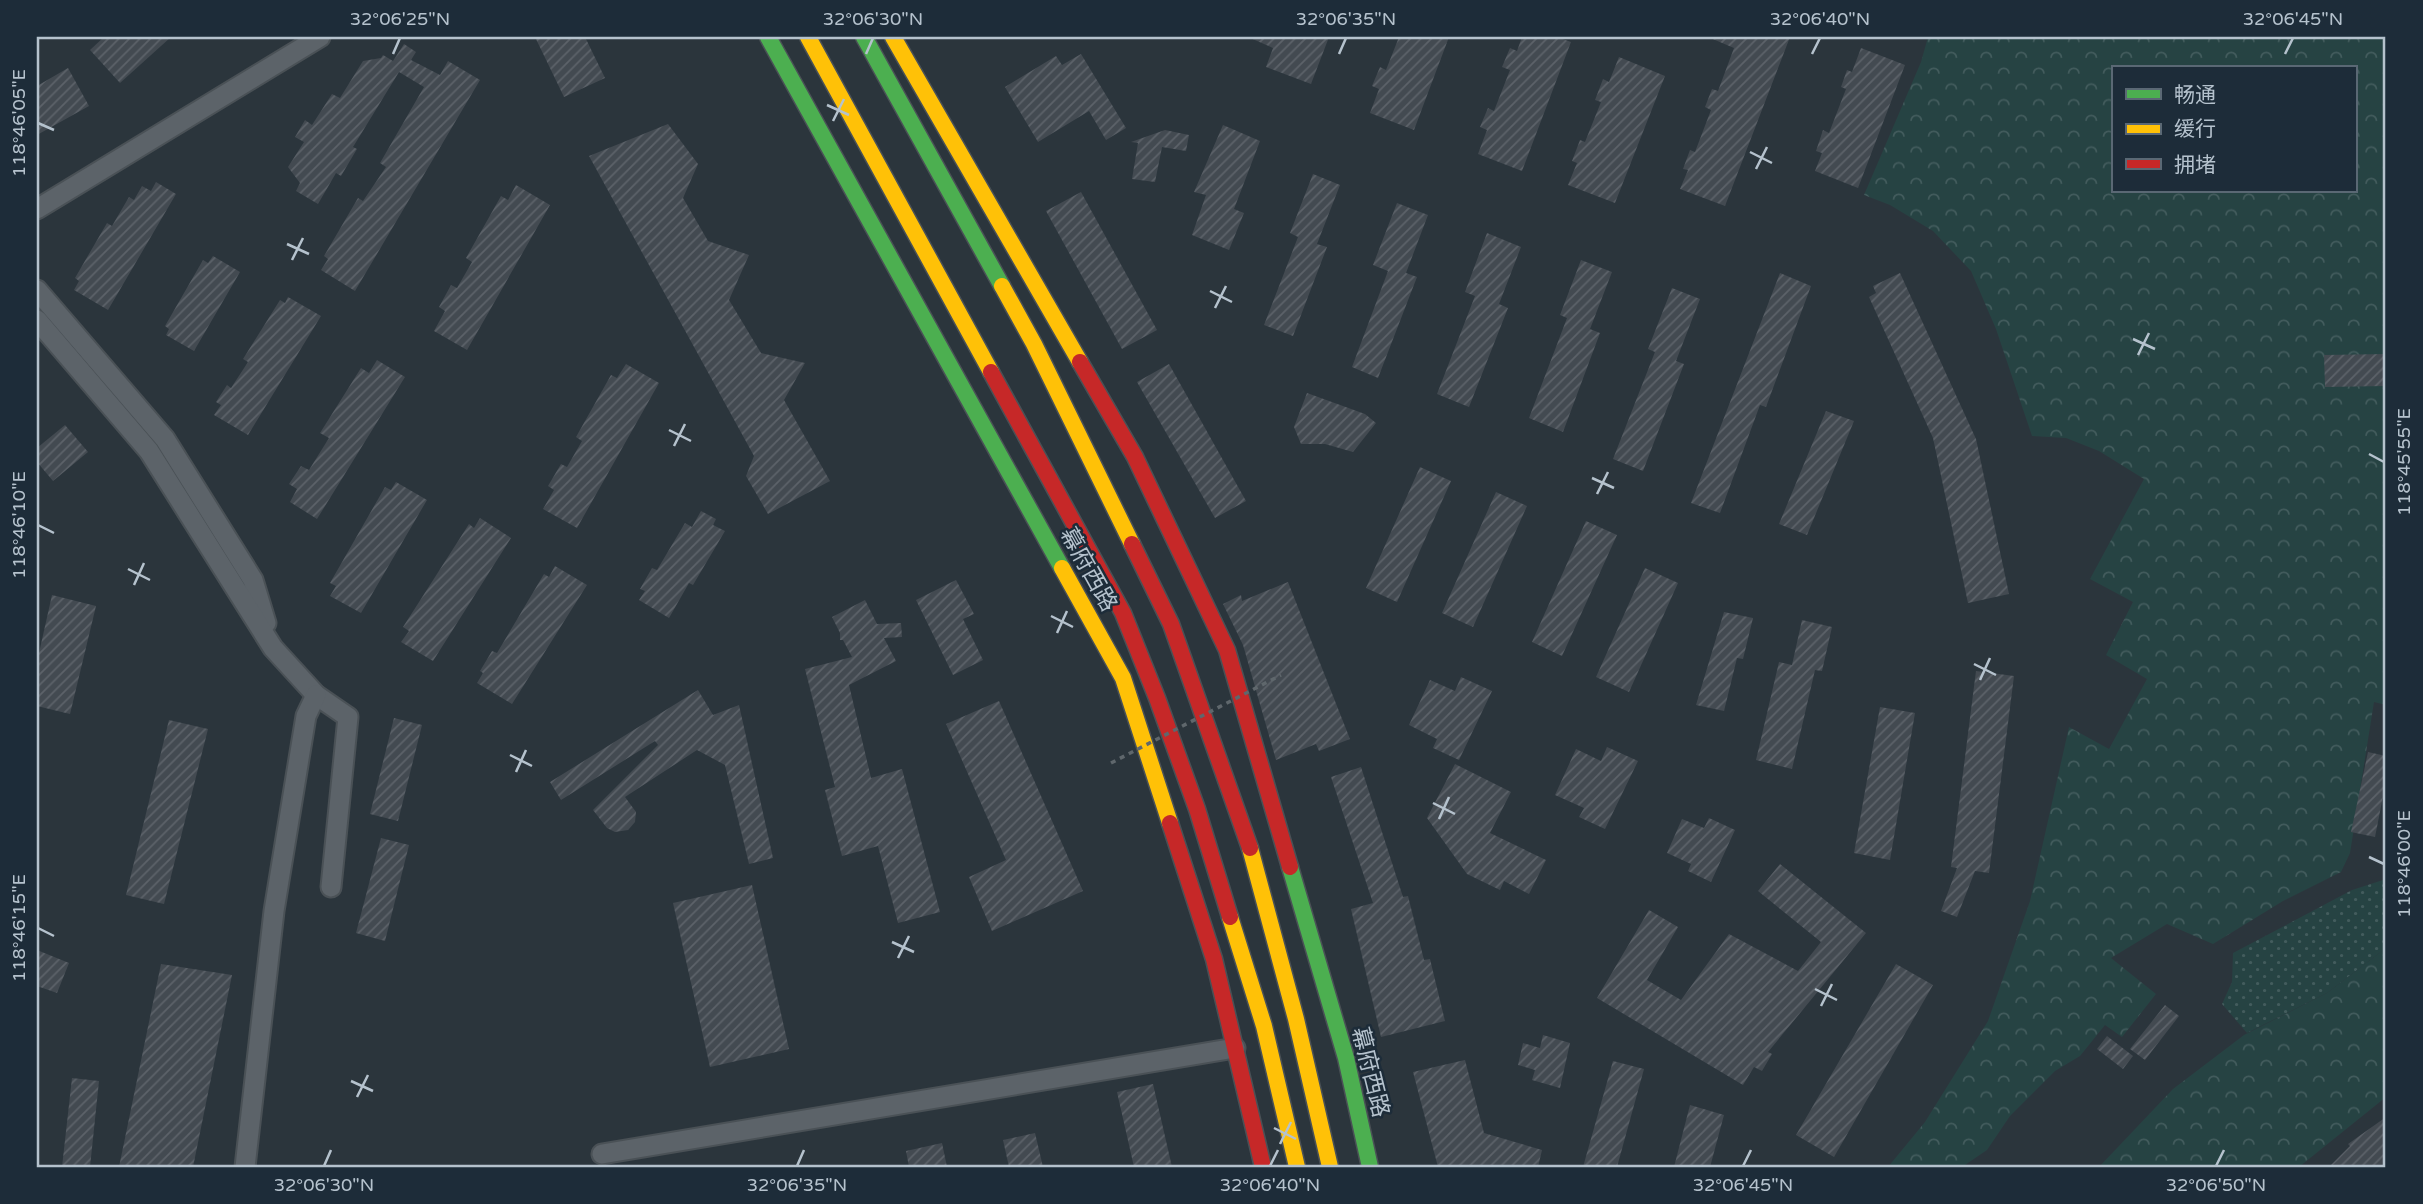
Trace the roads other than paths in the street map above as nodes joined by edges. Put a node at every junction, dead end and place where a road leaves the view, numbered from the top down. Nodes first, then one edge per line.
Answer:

++++

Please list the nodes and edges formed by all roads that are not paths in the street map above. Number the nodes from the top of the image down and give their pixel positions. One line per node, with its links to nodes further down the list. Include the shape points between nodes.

++++

* [What to work on] Wherever the string "from" appears in the entries, copy that line.

* [Solution]
Trace the roads other than paths in the street map above as nodes joined by edges. Put a node at every junction, dead end and place where a road leaves the view, numbered from the top down. Nodes first, then one edge per line.
Please list the nodes and edges formed by all roads that are not paths in the street map above. Number the nodes from the top of the image down and give their pixel positions. One line per node, with its links to nodes further down the list. Include the shape points between nodes.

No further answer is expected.